She had forced herself to act very natural around Daria ever since. Nobody else knew about her seeing that familiar shadow, and nobody ever would know.
Even if she went down.
She went into her room, ignored the textbooks piled on the table, and picked up her electric guitar. For a while she just let her fingers walk around on the frets, plunking at random until she found a riff. She played it over and over, and then she started getting some of her fighting spirit back. Some lyrics appeared in her brain out of nowhere about a girl loser who makes a startling comeback.
She wrote down the lyrics in pencil on the back of a math worksheet so that she could read them while she played. Then she picked out the riff on her guitar and screamed the words in the general direction of the backyard, recording the whole thing into her computer and through headphones plugged into the mike jack of her bad box.
Afterward she played the bad box tape over and over and felt better. She had started a Web page a while back, although all it had at the moment was a picture of her with animated fire hair, a few poems she made up when she finished ahead of the slowpokes at school.
She designed a snapshot button for music, used a program to encode the computer version of music into MP3, and uploaded the song to her site, calling it “Comeback Girl.” Then, studying how it looked, she prefaced “Comeback” with the word “Sexy” for marketing purposes, just to see if anybody was out there listening.

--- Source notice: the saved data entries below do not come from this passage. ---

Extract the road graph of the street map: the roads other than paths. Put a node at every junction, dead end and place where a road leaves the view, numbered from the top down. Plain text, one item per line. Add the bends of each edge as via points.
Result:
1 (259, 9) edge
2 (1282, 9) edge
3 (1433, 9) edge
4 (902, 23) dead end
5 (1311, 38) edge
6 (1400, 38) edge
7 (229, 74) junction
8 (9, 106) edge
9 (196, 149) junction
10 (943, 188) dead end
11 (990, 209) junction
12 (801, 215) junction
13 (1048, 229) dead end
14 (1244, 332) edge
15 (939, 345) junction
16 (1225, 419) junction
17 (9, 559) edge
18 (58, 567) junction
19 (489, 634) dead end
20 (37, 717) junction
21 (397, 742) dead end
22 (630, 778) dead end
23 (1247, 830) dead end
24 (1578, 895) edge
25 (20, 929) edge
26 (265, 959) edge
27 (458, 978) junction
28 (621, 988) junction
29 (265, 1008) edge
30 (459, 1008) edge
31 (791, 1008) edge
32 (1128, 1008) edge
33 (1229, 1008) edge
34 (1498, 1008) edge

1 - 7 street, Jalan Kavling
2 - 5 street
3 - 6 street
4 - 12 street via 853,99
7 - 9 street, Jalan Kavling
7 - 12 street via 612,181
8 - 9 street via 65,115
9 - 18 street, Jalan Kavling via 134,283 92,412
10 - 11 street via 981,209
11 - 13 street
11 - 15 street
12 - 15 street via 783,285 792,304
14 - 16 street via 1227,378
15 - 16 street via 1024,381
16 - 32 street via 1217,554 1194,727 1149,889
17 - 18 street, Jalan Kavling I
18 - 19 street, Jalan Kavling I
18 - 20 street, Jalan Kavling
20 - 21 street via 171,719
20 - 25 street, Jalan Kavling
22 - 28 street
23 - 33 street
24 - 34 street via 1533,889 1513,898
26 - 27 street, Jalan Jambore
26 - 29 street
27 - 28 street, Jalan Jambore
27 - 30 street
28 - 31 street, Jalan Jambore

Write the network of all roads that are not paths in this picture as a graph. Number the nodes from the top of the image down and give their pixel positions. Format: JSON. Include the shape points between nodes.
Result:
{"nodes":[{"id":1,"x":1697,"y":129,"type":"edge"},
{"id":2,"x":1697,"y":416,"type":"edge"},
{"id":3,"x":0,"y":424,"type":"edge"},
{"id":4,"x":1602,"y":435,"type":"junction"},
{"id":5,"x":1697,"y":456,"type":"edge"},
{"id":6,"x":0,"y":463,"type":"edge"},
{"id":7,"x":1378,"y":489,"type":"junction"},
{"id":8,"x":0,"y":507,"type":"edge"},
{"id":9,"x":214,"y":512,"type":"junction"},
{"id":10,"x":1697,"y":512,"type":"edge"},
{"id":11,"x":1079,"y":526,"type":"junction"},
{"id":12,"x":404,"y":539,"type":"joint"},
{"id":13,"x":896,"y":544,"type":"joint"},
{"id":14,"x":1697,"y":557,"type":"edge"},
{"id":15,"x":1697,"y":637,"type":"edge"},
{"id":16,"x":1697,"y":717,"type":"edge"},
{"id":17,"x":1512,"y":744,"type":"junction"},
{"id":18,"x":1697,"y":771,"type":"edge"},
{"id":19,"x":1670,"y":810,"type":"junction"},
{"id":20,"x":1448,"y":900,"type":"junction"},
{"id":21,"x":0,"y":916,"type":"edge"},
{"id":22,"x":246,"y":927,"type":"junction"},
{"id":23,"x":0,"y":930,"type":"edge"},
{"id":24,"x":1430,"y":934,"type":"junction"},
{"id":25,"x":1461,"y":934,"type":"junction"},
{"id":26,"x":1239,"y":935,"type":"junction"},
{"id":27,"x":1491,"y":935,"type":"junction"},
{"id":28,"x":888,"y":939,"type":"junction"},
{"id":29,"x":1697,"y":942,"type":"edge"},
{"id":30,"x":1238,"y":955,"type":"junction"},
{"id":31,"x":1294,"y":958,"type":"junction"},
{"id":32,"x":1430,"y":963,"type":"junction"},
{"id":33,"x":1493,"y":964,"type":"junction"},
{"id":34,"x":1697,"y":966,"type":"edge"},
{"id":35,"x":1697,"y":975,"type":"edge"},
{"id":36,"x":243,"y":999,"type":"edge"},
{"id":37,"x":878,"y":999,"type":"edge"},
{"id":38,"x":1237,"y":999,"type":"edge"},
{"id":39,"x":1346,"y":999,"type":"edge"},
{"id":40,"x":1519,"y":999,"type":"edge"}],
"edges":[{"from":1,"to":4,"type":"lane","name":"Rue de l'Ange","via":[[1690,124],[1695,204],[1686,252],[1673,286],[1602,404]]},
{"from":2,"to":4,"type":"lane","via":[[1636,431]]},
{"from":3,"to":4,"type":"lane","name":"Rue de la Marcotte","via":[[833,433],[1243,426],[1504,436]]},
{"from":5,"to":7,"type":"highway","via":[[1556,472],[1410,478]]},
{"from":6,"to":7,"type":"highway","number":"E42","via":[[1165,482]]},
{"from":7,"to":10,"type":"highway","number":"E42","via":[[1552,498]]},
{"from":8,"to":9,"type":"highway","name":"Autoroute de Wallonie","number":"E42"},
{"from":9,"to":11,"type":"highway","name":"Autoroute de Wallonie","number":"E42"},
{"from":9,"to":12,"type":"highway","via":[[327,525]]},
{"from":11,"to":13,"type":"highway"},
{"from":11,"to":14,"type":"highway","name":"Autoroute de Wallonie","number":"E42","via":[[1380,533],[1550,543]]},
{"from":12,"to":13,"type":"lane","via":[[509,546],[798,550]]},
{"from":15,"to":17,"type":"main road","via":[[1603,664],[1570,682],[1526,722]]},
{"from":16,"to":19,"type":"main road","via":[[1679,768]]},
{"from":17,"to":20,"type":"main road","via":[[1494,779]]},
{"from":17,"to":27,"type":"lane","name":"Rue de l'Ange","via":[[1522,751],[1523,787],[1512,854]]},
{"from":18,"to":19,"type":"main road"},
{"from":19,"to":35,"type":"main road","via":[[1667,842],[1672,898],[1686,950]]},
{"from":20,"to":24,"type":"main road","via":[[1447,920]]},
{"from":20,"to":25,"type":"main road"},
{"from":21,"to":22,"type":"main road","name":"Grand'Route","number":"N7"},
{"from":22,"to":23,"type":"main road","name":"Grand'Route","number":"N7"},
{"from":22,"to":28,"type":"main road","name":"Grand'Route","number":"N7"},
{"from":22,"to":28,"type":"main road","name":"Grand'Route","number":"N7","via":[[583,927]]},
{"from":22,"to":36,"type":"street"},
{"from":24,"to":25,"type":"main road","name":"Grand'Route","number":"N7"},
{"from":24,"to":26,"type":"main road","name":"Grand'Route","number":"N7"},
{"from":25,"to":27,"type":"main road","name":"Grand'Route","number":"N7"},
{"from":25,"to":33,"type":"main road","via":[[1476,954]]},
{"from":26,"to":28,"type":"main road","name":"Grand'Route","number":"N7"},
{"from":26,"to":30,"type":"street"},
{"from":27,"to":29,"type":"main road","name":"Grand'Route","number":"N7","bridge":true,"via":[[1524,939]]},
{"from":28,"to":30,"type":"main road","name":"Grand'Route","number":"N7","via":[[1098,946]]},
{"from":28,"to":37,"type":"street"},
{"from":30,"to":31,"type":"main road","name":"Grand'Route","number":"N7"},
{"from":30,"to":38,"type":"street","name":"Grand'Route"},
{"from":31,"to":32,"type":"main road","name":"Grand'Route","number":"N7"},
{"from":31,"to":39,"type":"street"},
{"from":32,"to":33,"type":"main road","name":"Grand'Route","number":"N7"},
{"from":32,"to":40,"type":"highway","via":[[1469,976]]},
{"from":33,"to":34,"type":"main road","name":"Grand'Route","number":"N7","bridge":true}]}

After sending out her musical beacon, she had one more thought. She dragged out an old recording on cassette of her dad’s and uploaded it to her site. Afterward, she listened to it play, the tricky undercurrents of his bass runs, the sadness she thought she heard in his voice. She lay down on her bed, arms under her head, listening and waiting for Bob, who had promised to come by after school and maybe help her with something. Maybe she dozed for a few minutes, because when the phone rang, it surprised her. At first she thought it might be the officer that was supposed to call and check on her to make sure she was really at home. Then she got nervous Bob wanted to cancel on her.
“Bob?”
“Nicole Zack?”
Not Bob. This voice was nasal like somebody with sinus problems, older, with a really fake-sounding English accent. “Who is this?”
“Is this Nicole Zack?”
Well, it wasn’t a wrong number. “Yes.”
“You have something of mine.”
“Who is this?”
“Says in the newspaper that a witness saw you take something out of Sykes’s pool.”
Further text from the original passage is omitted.